夏に恋したアイドルは秋に失恋してしまうのだ。

そんな失恋ソングの中で、アイドルらしいカワイサも残しつつ、インパクトもあったこの曲の登場だ。

伊藤麻衣子で代表曲といえば、おそらくデビュー曲の「微熱かナ」やプチブレイクした「見えない翼」になるのだろうが、ネットで見てると、意外とこの曲のレビューが多い。
隠れた名曲として、心に残っている人が多いのだろう。

不良少女を経て、今や変わったオバサンタレントみたいになってしまった、伊藤麻衣子は、個性強い(っていうかどちらかというとキワモノ(w))83年組の美少女枠だ(ミスマガジン初代グランプリ)。
デビュー当時は、かなりいい扱いをされていたと思う。

この曲は、秋らしい少しさびしげなイントロから続いて、サビから始まる。

 ♪夏の日の 出来事 なければ 今ごろは 二人でいたはずね ここに たぶん ずっと

恋を終わらせるほどの夏の日の出来事とは何だったのか。
好みの「少女に何が起こったか」系だ(w)
さて、何があったかと言うと

 ♪First Kiss 違う人と First Love 夏のせいね

なんと、好きじゃない人と、夏の恋に走ってしまったのだ。
なんでそんなことに。

 ♪ごめんね くやんでも おそいね あなたも 好きと知らずに

実は両想いだった二人。
それに気づかなかった主人公。
うーん、運命のすれ違い。
ドラマチック~。

 ♪夏の浮気な恋 ほほえみに隠した 爪で秋のページ めくった

この「ほほえみに隠した」ってのと「爪で秋のページめくった」ってフレーズが好きだなぁ。
痛々しい感じがして、秋気分満点だ。

さて、この二人はどうなっていくのかというと、彼女の浮気な恋は噂のネタになり、彼は言い訳を聞いてくれないばかりか、目もあわせてもくれない。
完全、拒否状態だ。

彼女も悪気があった訳ではない。
彼女も、違う男の腕の中で、はじめて自分の気持ちに気づいたのだから。

それでも、すれ違った二人は二度と元には戻らない。
彼女は小さくなる彼の影を見送るしかできない。

この曲を歌ってたときは、彼女はもう19歳だった。
ちょっと、年齢が高かったのが不利だったのか、いいポジションにつけながらも、83年組の呪縛にかかり、売れることはなかった。

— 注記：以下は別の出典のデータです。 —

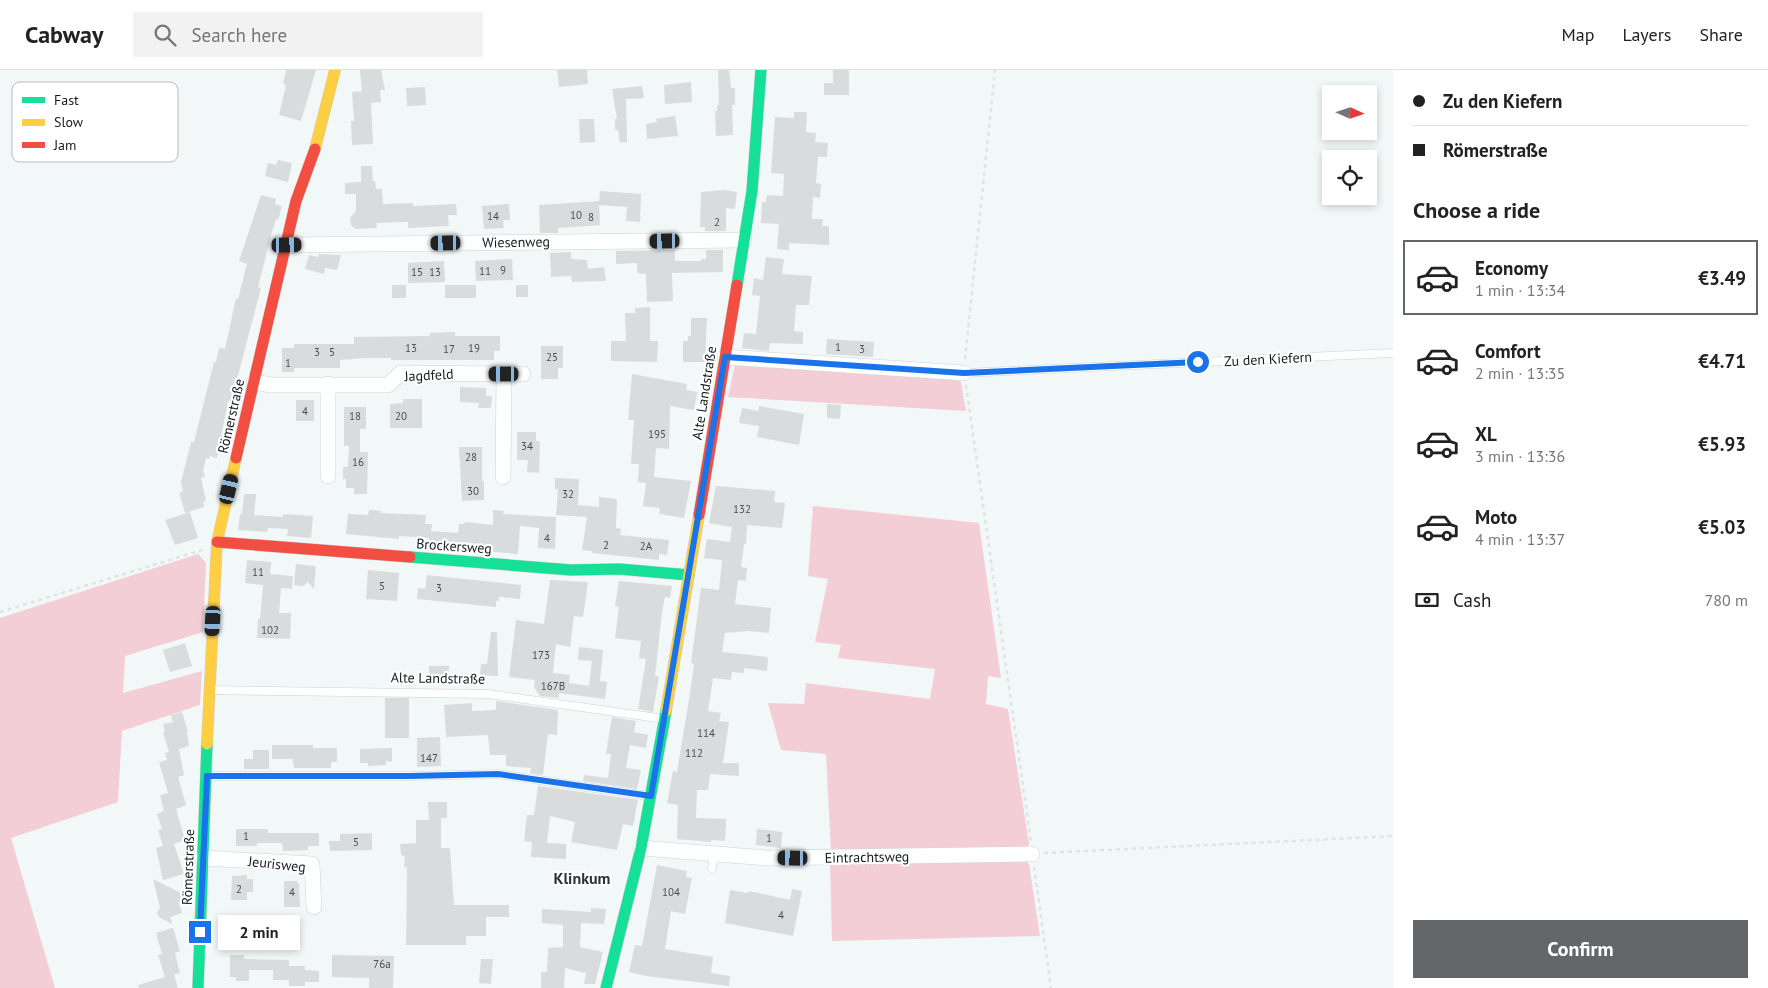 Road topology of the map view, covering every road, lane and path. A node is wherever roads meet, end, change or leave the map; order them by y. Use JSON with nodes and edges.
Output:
{"nodes":[{"id":1,"x":335,"y":70,"type":"edge"},
{"id":2,"x":761,"y":70,"type":"edge"},
{"id":3,"x":995,"y":70,"type":"edge"},
{"id":4,"x":744,"y":240,"type":"junction"},
{"id":5,"x":287,"y":245,"type":"junction"},
{"id":6,"x":1393,"y":353,"type":"edge"},
{"id":7,"x":725,"y":357,"type":"junction"},
{"id":8,"x":964,"y":373,"type":"junction"},
{"id":9,"x":504,"y":374,"type":"junction"},
{"id":10,"x":523,"y":374,"type":"dead end"},
{"id":11,"x":254,"y":382,"type":"junction"},
{"id":12,"x":328,"y":384,"type":"junction"},
{"id":13,"x":328,"y":476,"type":"dead end"},
{"id":14,"x":503,"y":477,"type":"dead end"},
{"id":15,"x":217,"y":542,"type":"junction"},
{"id":16,"x":689,"y":575,"type":"junction"},
{"id":17,"x":0,"y":612,"type":"edge"},
{"id":18,"x":208,"y":690,"type":"junction"},
{"id":19,"x":665,"y":719,"type":"junction"},
{"id":20,"x":207,"y":776,"type":"junction"},
{"id":21,"x":651,"y":796,"type":"junction"},
{"id":22,"x":1393,"y":836,"type":"edge"},
{"id":23,"x":641,"y":848,"type":"junction"},
{"id":24,"x":1032,"y":854,"type":"junction"},
{"id":25,"x":203,"y":858,"type":"junction"},
{"id":26,"x":314,"y":907,"type":"dead end"},
{"id":27,"x":198,"y":988,"type":"edge"},
{"id":28,"x":606,"y":988,"type":"edge"},
{"id":29,"x":1051,"y":988,"type":"edge"}],
"edges":[{"from":1,"to":5,"type":"street","name":"Römerstraße"},
{"from":2,"to":4,"type":"street","name":"Alte Landstraße"},
{"from":3,"to":8,"type":"path"},
{"from":4,"to":5,"type":"street","name":"Wiesenweg"},
{"from":4,"to":7,"type":"street","name":"Alte Landstraße"},
{"from":5,"to":11,"type":"street","name":"Römerstraße"},
{"from":6,"to":8,"type":"lane","name":"Zu den Kiefern"},
{"from":7,"to":8,"type":"street","name":"Zu den Kiefern"},
{"from":7,"to":16,"type":"street","name":"Alte Landstraße"},
{"from":8,"to":24,"type":"path"},
{"from":9,"to":10,"type":"street","name":"Jagdfeld"},
{"from":9,"to":12,"type":"street","name":"Jagdfeld"},
{"from":9,"to":14,"type":"street"},
{"from":11,"to":12,"type":"street","name":"Jagdfeld"},
{"from":11,"to":15,"type":"street","name":"Römerstraße"},
{"from":12,"to":13,"type":"street"},
{"from":15,"to":16,"type":"street","name":"Brockersweg"},
{"from":15,"to":17,"type":"path"},
{"from":15,"to":18,"type":"street","name":"Römerstraße"},
{"from":16,"to":19,"type":"street","name":"Alte Landstraße"},
{"from":18,"to":19,"type":"lane","name":"Alte Landstraße"},
{"from":18,"to":20,"type":"street","name":"Römerstraße"},
{"from":19,"to":21,"type":"street","name":"Alte Landstraße"},
{"from":20,"to":21,"type":"lane"},
{"from":20,"to":25,"type":"street","name":"Römerstraße"},
{"from":21,"to":23,"type":"street","name":"Alte Landstraße"},
{"from":22,"to":24,"type":"path"},
{"from":23,"to":24,"type":"street","name":"Eintrachtsweg"},
{"from":23,"to":28,"type":"street","name":"Alte Landstraße"},
{"from":24,"to":29,"type":"path"},
{"from":25,"to":26,"type":"street","name":"Jeurisweg"},
{"from":25,"to":27,"type":"street","name":"Römerstraße"}]}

それでも、プチヒットを飛ばすことができたのは、運の良さもあるが、元々の素材が良かったからだろうなぁ。

ドラマの代表作となった「不良少女とよばれて」は、やる気マンマンだったらしいが、気合いも十分だったことも生き残れた理由の一つだろう。

不作と言われた、83年組だが、意外と細々と残っている人も多くて面白い。